* **What the exercise asks**
Count the lines below holding "Crescent" and answer with that number only.

* **Records for processing**

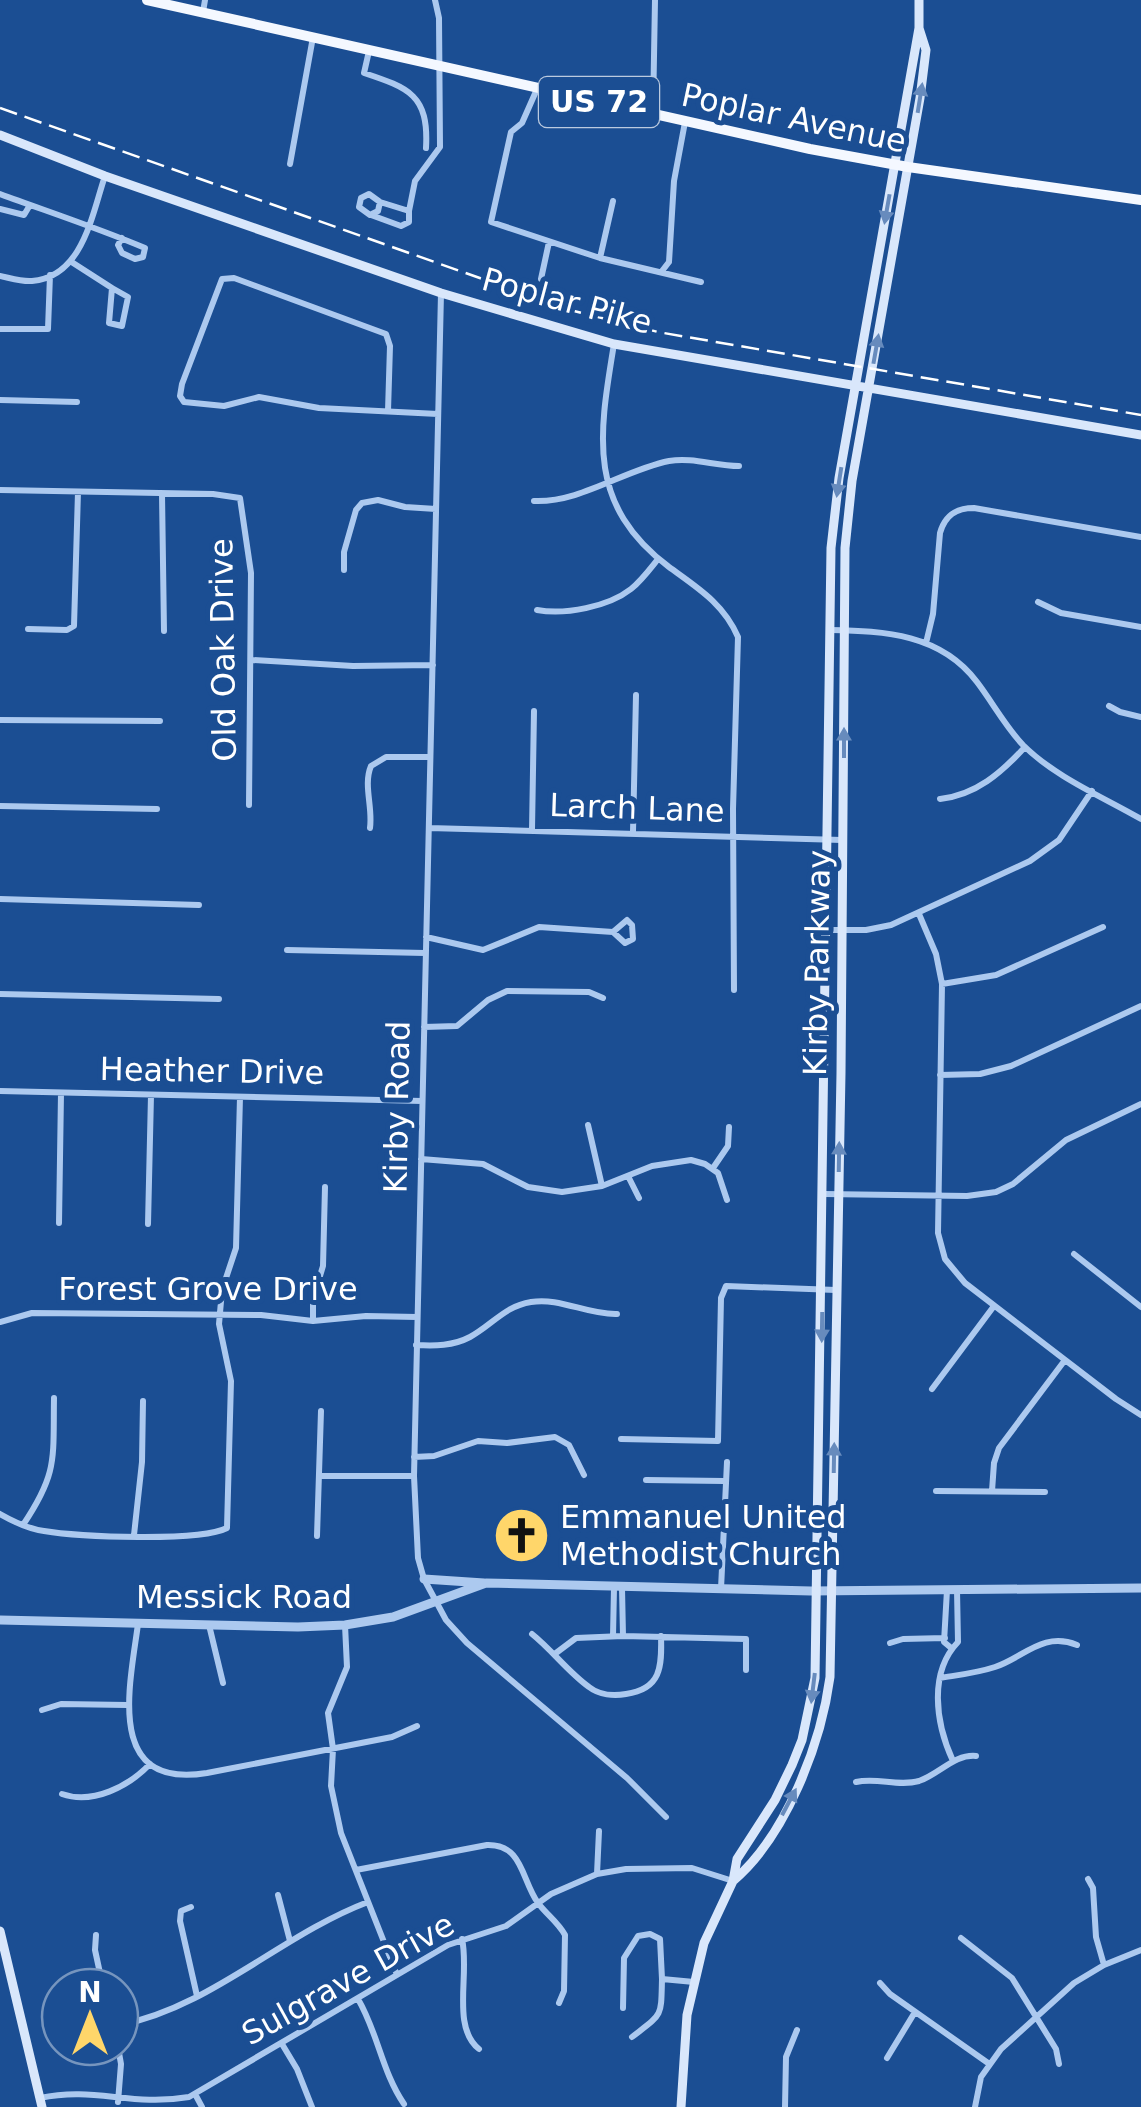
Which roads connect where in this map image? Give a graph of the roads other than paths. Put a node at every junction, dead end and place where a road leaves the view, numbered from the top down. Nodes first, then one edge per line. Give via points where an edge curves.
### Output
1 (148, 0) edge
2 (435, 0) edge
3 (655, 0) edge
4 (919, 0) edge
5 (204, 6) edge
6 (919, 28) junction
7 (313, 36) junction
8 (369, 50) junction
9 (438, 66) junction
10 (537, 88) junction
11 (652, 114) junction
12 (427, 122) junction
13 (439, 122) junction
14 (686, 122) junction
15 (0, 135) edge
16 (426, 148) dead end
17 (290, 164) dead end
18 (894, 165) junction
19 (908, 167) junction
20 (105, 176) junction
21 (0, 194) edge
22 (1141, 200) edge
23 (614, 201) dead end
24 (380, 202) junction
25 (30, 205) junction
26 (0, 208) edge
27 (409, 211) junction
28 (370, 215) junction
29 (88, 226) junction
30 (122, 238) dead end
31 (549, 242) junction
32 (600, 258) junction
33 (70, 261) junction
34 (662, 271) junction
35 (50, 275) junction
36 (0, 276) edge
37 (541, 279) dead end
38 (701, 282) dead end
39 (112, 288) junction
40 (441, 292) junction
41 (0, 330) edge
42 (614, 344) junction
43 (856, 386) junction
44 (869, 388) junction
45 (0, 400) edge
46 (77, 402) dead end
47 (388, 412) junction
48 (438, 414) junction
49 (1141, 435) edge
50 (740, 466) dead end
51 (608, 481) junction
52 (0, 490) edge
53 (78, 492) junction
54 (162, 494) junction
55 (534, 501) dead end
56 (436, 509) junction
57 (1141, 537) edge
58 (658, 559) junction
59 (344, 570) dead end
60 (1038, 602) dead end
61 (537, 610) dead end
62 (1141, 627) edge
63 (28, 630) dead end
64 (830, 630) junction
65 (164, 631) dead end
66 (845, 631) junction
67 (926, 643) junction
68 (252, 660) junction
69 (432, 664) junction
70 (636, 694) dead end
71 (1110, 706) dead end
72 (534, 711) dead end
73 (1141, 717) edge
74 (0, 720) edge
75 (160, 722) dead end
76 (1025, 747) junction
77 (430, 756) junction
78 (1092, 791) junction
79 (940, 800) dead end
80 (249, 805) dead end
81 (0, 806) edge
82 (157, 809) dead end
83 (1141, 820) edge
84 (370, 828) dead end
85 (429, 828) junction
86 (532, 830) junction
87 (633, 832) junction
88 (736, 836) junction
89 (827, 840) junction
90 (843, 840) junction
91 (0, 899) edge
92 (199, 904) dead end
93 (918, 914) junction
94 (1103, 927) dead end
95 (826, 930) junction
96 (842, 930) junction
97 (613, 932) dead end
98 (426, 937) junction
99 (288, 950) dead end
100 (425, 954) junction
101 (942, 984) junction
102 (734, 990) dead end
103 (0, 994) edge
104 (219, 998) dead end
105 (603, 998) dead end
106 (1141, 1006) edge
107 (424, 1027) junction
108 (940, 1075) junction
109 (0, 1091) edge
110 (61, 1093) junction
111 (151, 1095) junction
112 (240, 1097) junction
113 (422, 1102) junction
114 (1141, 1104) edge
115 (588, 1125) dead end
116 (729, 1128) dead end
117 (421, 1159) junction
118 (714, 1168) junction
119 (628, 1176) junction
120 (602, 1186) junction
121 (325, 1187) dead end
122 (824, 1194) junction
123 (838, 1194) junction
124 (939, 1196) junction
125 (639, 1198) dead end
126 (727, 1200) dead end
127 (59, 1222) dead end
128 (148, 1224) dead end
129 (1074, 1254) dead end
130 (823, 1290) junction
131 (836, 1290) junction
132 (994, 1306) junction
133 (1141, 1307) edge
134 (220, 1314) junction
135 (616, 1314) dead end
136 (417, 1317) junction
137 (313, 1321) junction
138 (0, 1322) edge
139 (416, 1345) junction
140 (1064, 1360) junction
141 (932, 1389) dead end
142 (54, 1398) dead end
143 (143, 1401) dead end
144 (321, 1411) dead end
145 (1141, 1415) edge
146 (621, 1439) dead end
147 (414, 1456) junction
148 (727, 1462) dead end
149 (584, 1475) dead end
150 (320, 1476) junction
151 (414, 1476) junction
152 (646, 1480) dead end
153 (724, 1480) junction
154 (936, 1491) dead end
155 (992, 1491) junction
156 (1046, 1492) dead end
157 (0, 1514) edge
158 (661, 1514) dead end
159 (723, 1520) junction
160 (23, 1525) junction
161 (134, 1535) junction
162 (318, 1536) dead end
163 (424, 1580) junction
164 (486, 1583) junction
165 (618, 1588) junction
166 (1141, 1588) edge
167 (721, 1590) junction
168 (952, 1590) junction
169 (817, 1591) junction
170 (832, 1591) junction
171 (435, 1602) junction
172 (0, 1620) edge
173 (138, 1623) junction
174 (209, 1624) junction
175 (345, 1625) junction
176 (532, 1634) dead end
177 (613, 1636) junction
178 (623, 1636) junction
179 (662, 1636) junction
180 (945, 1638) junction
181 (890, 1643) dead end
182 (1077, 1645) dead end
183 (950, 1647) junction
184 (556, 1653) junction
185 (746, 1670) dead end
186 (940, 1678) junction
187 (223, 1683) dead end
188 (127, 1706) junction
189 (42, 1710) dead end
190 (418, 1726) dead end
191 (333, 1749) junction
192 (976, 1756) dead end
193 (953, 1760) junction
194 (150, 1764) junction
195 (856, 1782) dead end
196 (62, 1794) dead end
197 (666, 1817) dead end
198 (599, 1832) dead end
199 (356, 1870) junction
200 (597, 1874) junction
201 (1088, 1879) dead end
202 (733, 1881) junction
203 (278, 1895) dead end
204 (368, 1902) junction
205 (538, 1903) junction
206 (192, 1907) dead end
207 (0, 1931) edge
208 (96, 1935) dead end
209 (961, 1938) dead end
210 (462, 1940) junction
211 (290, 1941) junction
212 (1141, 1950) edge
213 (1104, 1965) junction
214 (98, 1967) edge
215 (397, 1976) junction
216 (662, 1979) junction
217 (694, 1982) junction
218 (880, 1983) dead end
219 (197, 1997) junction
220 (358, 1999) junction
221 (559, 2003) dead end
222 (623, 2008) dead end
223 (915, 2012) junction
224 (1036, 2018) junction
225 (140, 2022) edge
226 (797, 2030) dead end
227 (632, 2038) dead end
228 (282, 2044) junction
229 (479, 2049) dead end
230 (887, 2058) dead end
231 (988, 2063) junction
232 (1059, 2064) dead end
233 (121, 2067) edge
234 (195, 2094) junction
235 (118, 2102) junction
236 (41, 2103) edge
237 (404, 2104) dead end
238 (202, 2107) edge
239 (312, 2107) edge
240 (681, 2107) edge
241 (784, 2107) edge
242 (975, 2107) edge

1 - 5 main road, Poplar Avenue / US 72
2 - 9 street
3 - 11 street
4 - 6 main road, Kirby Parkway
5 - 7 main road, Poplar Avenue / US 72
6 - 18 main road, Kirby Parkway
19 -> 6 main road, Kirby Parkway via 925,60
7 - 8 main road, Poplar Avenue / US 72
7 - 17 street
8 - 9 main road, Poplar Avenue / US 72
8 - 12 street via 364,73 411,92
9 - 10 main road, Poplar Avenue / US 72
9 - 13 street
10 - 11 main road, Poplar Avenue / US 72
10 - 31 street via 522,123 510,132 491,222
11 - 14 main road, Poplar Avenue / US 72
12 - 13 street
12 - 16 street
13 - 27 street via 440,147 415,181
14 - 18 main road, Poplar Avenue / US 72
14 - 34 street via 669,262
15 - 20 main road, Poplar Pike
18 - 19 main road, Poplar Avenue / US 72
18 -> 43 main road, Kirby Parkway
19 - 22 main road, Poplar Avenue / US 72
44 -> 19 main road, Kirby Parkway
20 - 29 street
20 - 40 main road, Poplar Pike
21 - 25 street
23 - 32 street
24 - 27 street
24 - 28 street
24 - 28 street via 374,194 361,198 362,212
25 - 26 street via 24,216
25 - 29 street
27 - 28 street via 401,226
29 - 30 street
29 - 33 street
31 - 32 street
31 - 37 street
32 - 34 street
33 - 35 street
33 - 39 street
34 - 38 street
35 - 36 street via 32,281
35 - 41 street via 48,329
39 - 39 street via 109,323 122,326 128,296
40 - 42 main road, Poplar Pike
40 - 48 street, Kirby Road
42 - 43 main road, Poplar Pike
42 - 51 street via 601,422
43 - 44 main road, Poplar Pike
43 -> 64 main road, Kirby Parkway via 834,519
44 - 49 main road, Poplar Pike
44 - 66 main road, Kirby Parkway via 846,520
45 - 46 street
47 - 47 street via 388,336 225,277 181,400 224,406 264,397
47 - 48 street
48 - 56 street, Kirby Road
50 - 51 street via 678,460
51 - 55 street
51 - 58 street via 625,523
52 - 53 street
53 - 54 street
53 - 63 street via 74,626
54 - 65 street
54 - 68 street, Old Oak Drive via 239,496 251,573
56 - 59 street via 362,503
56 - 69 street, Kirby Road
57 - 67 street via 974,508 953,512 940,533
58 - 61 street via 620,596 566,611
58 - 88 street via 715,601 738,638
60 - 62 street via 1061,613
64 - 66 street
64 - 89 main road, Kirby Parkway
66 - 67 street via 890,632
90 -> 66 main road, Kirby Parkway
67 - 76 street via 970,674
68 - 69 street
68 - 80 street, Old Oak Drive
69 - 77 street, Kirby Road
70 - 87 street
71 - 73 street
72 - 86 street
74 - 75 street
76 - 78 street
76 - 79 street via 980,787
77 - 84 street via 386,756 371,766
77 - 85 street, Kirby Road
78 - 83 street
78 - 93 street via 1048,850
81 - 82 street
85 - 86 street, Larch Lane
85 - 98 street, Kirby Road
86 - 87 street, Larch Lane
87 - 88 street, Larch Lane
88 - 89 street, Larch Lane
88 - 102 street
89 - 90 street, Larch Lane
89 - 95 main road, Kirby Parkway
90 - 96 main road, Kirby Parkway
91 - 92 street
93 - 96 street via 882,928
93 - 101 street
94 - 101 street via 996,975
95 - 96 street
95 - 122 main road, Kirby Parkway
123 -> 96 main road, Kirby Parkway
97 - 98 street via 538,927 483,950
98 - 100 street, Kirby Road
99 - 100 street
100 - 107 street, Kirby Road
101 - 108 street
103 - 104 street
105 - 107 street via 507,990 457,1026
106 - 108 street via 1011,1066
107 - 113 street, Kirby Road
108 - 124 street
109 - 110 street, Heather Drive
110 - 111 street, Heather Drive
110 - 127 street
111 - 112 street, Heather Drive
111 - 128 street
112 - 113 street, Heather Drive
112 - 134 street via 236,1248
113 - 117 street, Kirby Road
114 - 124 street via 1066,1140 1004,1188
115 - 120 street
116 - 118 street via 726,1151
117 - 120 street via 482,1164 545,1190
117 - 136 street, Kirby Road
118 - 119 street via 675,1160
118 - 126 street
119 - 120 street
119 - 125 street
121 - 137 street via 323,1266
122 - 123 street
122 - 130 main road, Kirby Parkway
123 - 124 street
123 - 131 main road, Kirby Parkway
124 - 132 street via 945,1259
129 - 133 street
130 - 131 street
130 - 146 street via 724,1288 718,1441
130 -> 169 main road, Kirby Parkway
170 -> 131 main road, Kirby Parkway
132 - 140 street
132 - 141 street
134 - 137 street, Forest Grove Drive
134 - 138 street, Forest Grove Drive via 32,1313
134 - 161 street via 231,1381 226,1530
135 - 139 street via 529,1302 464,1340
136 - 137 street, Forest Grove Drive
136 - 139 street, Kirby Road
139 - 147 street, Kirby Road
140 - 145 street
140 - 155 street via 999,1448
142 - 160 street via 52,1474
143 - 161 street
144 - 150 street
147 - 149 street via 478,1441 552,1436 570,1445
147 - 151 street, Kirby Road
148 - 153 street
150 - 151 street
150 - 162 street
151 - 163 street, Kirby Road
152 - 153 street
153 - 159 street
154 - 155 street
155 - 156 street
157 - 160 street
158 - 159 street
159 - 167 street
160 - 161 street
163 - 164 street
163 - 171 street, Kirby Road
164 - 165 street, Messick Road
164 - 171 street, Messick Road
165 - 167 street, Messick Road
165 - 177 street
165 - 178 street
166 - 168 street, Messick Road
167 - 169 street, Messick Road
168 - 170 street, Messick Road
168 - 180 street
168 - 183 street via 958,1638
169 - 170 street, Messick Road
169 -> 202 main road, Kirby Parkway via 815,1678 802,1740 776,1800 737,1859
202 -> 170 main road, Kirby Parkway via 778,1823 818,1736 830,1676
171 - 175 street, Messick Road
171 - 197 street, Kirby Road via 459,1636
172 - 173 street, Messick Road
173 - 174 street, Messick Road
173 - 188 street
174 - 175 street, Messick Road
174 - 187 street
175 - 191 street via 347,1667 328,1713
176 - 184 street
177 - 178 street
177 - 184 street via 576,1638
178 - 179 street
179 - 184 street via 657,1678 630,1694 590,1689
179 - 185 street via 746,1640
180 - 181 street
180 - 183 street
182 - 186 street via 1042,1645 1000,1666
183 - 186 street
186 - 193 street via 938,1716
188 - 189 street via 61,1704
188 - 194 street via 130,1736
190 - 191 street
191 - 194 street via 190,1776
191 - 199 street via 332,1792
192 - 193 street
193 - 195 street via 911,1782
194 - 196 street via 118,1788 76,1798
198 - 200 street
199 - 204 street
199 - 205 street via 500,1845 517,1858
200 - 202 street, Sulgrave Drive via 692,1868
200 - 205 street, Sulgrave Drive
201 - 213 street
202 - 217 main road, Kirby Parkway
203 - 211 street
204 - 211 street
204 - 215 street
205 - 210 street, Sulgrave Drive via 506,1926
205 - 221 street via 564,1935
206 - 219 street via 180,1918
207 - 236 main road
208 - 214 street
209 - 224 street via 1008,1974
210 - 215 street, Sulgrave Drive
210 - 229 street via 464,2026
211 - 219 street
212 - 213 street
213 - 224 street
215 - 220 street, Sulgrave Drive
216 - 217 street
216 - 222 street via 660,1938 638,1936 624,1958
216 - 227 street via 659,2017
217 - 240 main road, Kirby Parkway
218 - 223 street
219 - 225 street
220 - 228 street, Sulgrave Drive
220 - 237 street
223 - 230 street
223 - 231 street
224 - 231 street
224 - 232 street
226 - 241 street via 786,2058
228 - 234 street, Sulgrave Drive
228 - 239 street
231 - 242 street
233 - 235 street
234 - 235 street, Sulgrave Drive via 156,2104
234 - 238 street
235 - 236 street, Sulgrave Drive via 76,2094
...
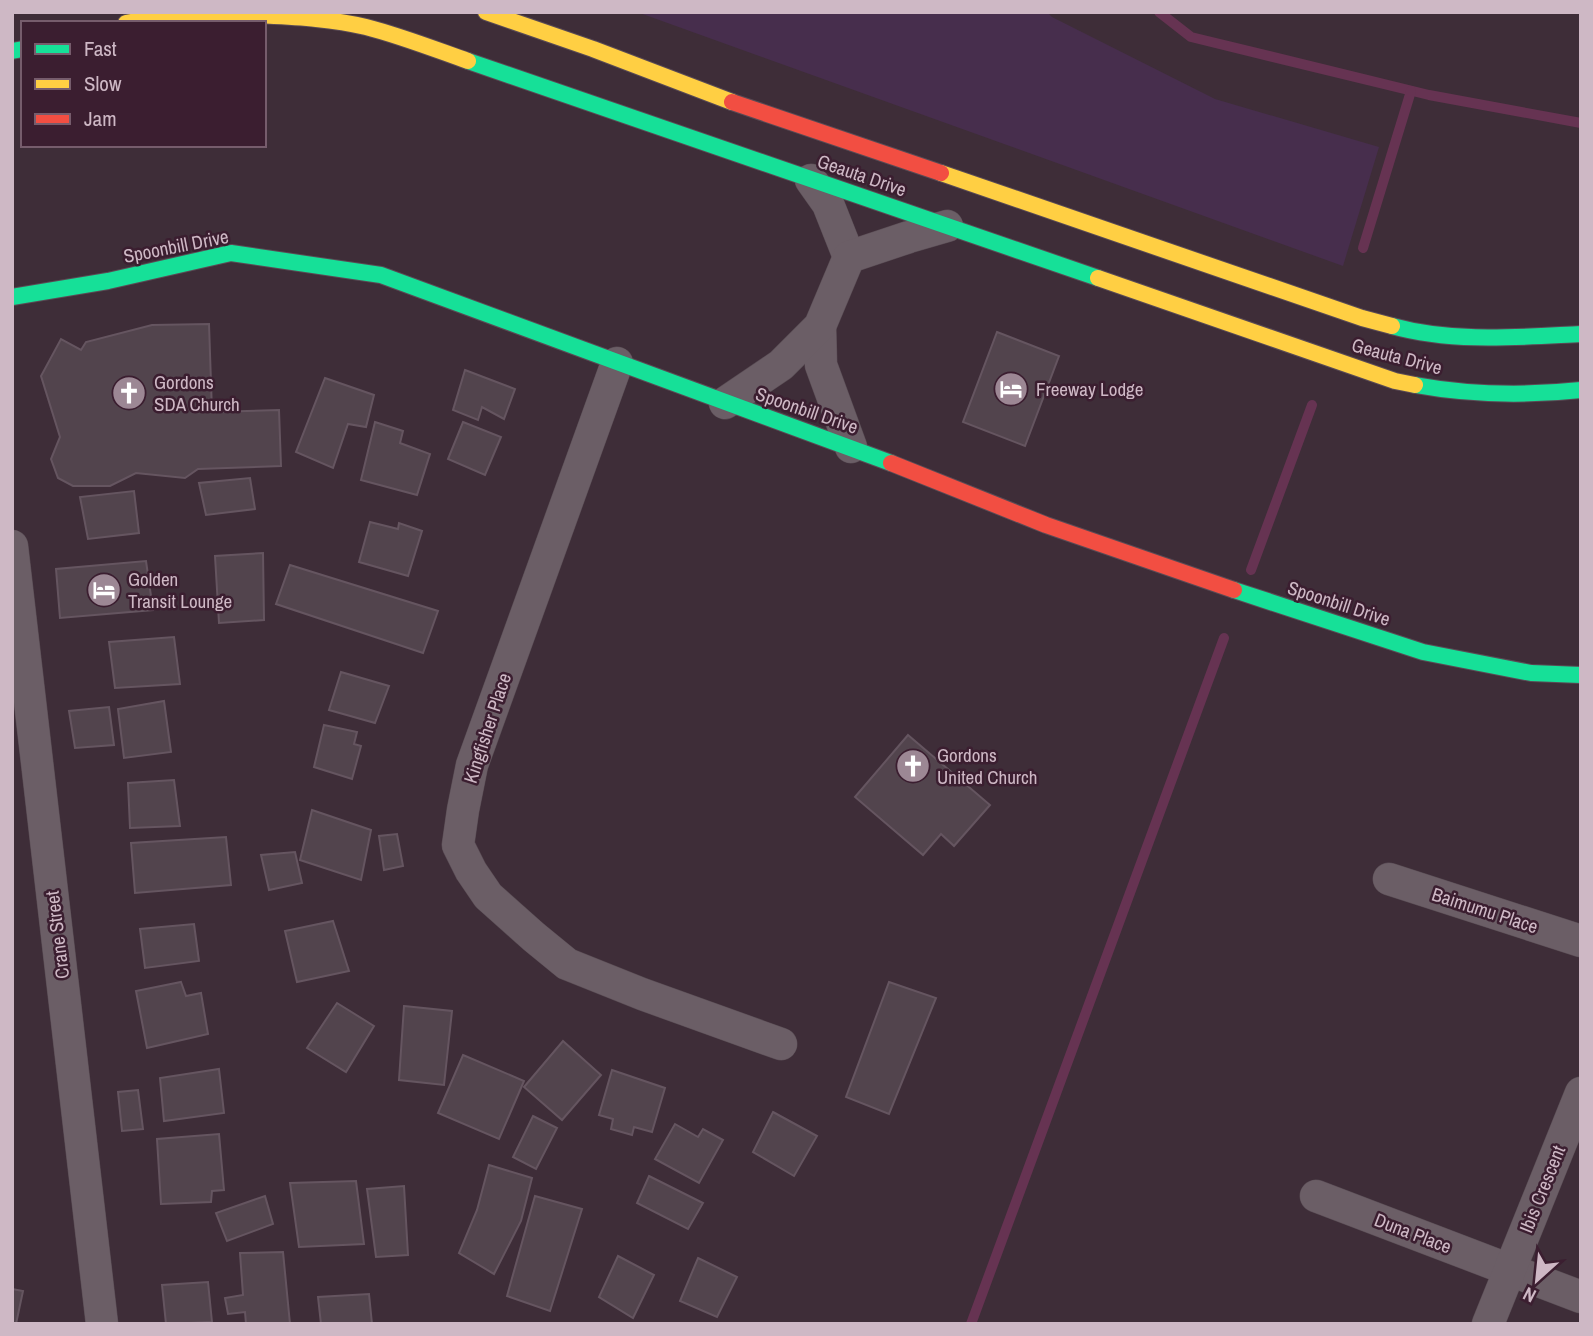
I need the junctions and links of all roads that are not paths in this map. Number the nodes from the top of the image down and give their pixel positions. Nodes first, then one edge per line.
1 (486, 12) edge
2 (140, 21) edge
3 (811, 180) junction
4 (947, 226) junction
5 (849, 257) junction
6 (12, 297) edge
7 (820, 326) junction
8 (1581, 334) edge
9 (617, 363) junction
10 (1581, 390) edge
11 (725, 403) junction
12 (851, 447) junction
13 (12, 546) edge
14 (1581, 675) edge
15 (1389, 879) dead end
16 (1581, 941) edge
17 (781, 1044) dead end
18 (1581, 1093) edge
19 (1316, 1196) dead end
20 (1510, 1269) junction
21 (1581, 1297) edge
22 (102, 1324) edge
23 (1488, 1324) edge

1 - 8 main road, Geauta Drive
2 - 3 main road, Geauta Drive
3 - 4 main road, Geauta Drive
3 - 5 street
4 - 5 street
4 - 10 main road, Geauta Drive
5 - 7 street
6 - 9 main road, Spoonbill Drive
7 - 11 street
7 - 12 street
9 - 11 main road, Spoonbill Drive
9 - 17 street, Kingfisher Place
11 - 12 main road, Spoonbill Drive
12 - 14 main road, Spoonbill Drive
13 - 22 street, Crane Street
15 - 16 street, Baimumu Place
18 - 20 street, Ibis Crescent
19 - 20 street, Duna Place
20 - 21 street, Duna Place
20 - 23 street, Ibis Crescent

* **Response**
2